Saved entries:
-------------------------

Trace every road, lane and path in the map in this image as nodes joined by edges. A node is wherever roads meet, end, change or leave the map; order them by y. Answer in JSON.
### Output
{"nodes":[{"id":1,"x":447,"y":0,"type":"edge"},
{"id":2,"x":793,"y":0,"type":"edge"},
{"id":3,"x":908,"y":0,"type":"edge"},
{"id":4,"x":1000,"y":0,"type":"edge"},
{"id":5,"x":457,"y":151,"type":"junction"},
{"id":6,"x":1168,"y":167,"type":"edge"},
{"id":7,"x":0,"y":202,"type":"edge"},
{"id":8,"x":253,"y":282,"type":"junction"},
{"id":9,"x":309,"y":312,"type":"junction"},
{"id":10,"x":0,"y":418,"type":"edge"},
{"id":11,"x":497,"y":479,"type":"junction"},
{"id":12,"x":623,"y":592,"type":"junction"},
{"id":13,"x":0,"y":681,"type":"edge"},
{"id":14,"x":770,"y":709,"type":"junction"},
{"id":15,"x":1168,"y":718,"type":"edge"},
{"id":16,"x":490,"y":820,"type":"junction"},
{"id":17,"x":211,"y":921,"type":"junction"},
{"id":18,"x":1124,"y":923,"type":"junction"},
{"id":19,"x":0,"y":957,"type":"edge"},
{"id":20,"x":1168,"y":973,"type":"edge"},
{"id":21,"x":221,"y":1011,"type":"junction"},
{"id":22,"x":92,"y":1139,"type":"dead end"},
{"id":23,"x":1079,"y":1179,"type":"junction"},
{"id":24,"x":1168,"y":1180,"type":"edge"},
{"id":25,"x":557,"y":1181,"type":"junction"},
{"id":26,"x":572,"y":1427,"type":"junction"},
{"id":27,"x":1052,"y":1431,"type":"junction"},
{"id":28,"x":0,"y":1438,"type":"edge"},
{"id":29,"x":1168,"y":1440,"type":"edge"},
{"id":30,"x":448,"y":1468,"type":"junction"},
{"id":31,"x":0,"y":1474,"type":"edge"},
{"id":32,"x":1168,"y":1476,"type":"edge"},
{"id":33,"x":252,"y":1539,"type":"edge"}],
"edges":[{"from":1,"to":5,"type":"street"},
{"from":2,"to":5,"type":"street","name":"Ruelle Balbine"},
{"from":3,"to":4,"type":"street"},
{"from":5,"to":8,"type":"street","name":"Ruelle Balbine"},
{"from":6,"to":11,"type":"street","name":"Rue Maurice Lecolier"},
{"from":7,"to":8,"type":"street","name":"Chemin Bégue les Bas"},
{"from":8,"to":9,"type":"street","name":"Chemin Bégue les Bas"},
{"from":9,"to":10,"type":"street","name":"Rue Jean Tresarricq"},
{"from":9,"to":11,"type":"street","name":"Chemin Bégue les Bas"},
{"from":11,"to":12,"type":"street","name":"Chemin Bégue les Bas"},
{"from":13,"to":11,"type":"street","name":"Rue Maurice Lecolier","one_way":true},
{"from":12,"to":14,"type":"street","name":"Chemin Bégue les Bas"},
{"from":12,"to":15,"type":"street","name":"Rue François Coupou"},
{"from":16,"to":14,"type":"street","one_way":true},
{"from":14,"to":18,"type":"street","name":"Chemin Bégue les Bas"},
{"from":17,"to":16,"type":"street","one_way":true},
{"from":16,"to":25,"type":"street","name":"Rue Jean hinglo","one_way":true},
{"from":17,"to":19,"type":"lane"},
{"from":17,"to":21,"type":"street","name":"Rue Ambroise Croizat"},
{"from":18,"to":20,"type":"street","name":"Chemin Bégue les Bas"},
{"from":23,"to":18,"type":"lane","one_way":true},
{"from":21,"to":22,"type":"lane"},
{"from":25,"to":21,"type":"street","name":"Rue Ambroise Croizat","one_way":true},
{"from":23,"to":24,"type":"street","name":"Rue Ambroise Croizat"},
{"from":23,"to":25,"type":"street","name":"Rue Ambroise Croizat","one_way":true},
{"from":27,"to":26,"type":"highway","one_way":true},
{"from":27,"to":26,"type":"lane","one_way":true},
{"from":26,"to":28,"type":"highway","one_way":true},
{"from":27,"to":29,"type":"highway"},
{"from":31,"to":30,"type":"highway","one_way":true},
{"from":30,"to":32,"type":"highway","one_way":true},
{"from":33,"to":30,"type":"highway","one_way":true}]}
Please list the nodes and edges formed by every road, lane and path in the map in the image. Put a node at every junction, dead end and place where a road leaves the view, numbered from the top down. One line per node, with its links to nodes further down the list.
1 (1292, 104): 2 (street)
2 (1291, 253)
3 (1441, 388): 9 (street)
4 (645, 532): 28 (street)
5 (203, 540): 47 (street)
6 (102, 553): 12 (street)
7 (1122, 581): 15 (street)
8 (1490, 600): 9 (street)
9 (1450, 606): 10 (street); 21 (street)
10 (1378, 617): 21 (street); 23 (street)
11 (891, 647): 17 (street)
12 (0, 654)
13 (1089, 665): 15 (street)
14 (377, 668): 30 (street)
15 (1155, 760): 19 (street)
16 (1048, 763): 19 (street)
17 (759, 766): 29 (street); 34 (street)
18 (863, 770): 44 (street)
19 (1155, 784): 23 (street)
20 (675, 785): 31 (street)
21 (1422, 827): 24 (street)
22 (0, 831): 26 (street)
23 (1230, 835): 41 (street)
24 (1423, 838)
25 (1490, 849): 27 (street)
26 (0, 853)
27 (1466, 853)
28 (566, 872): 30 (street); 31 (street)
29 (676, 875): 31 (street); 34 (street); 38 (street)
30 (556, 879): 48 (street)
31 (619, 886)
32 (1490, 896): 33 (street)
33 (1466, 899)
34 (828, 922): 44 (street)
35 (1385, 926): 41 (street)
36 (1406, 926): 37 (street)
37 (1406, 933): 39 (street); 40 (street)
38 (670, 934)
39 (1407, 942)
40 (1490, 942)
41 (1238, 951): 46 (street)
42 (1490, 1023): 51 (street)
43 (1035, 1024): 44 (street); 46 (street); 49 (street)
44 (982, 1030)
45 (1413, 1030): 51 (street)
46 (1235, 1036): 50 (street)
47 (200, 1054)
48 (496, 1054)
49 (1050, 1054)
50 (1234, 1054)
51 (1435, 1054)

-------------------------

## [Work instruction]
Among the entries above, which lines include "lane"? List them all.

## [Solution to the problem]
Trace every road, lane and path in the map in this image as nodes joined by edges. A node is wherever roads meet, end, change or leave the map; order them by y. Answer in JSON.
{"from":17,"to":19,"type":"lane"},
{"from":23,"to":18,"type":"lane","one_way":true},
{"from":21,"to":22,"type":"lane"},
{"from":27,"to":26,"type":"lane","one_way":true},
Please list the nodes and edges formed by every road, lane and path in the map in the image. Put a node at every junction, dead end and place where a road leaves the view, numbered from the top down. One line per node, with its links to nodes further down the list.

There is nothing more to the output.